The Public Intellectual as a Polymath, By Chidi Anselm Odinkalu

Through these Volumes, Professor Anya is guaranteed to influence Nigeria’s national mentality for a long time. In them, he demonstrates why and how he is a defining Level III public intellectual of his and every other Nigerian generation. He bequeaths an intellectual legacy with few peers in these parts.

The enterprise of intellectual leadership in Nigeria and much of the African continent has been much casualised by the pursuit of subsistence. In many of our universities where the idea of ideas should be held sacrosanct, this unique vocation is subverted by a preoccupation with various forms of quid pro quo. Every so often, however, something happens to remind us of what a better world we could have if those who should be committed to the pursuit of ideas in Nigeria were to take that vocation a little more seriously. Professor Anya Oko Anya is one such person and this publication of his selected papers is one of such occasions that should remind us that there is beauty and brilliance; possibility and transcendence in the pursuit of ideas.

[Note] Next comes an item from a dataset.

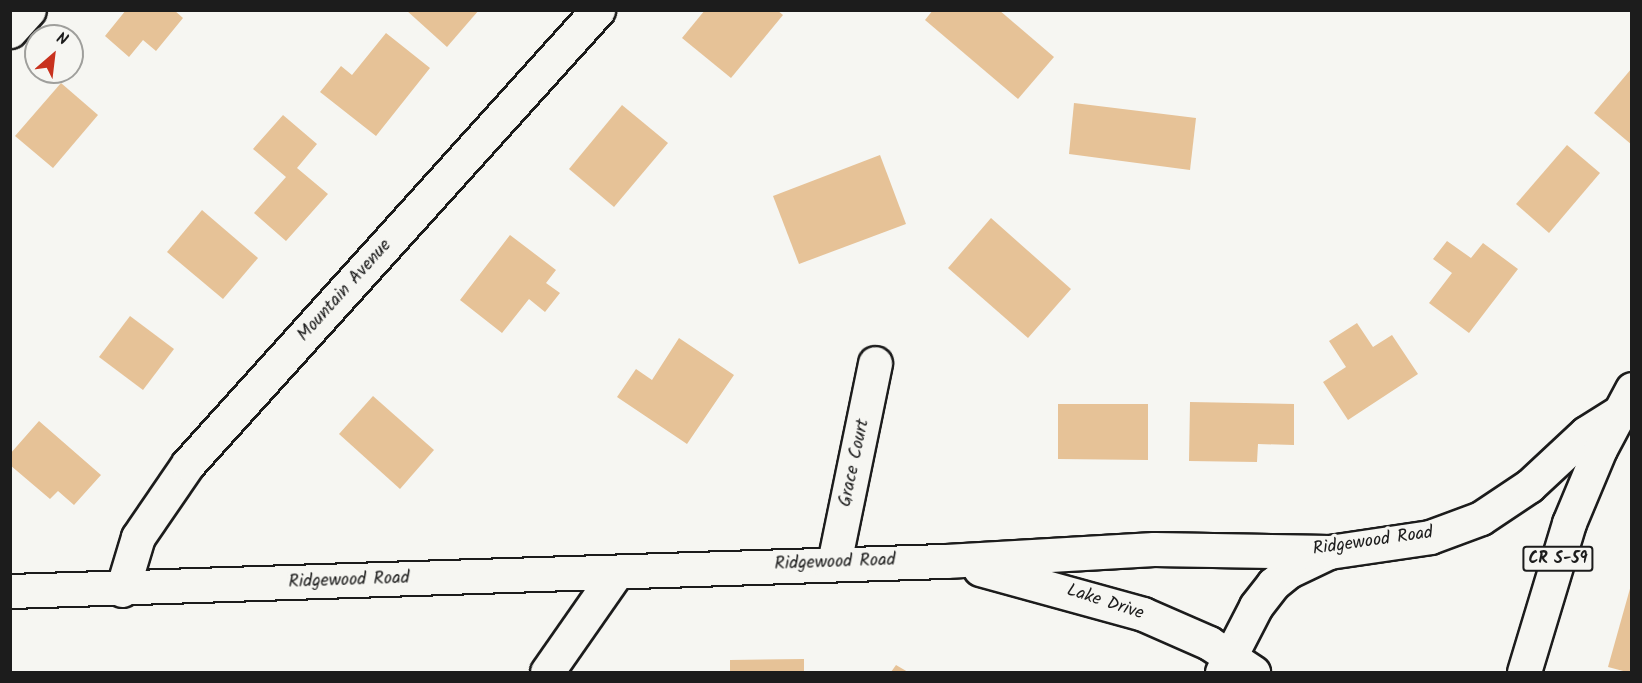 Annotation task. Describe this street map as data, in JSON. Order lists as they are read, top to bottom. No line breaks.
{"streets":{"main road":["Mountain Avenue","Grace Court","Ridgewood Road","CR S-59","Lake Drive"]},"crossings":[["Mountain Avenue","Ridgewood Road"],["Grace Court","Ridgewood Road"],["Ridgewood Road","CR S-59"],["Ridgewood Road","Lake Drive"]],"north":"top right"}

This publication takes place 15 years after Professor Anya retired from the university system in which he worked for 29 years as a professor and administrator and in all for 37 years as a teacher. It occurs in his 52nd year of the pursuit of ideas and coincides with his attainment of the earthly landmark of four scores, long after Professor Anya had cemented his credentials as the gold standard of public intellectuals within Nigeria and beyond. After all, he is a winner of the Nigerian National Merit Award (NNMA), perhaps the only prize in Nigeria that is not handed out by Federal Character.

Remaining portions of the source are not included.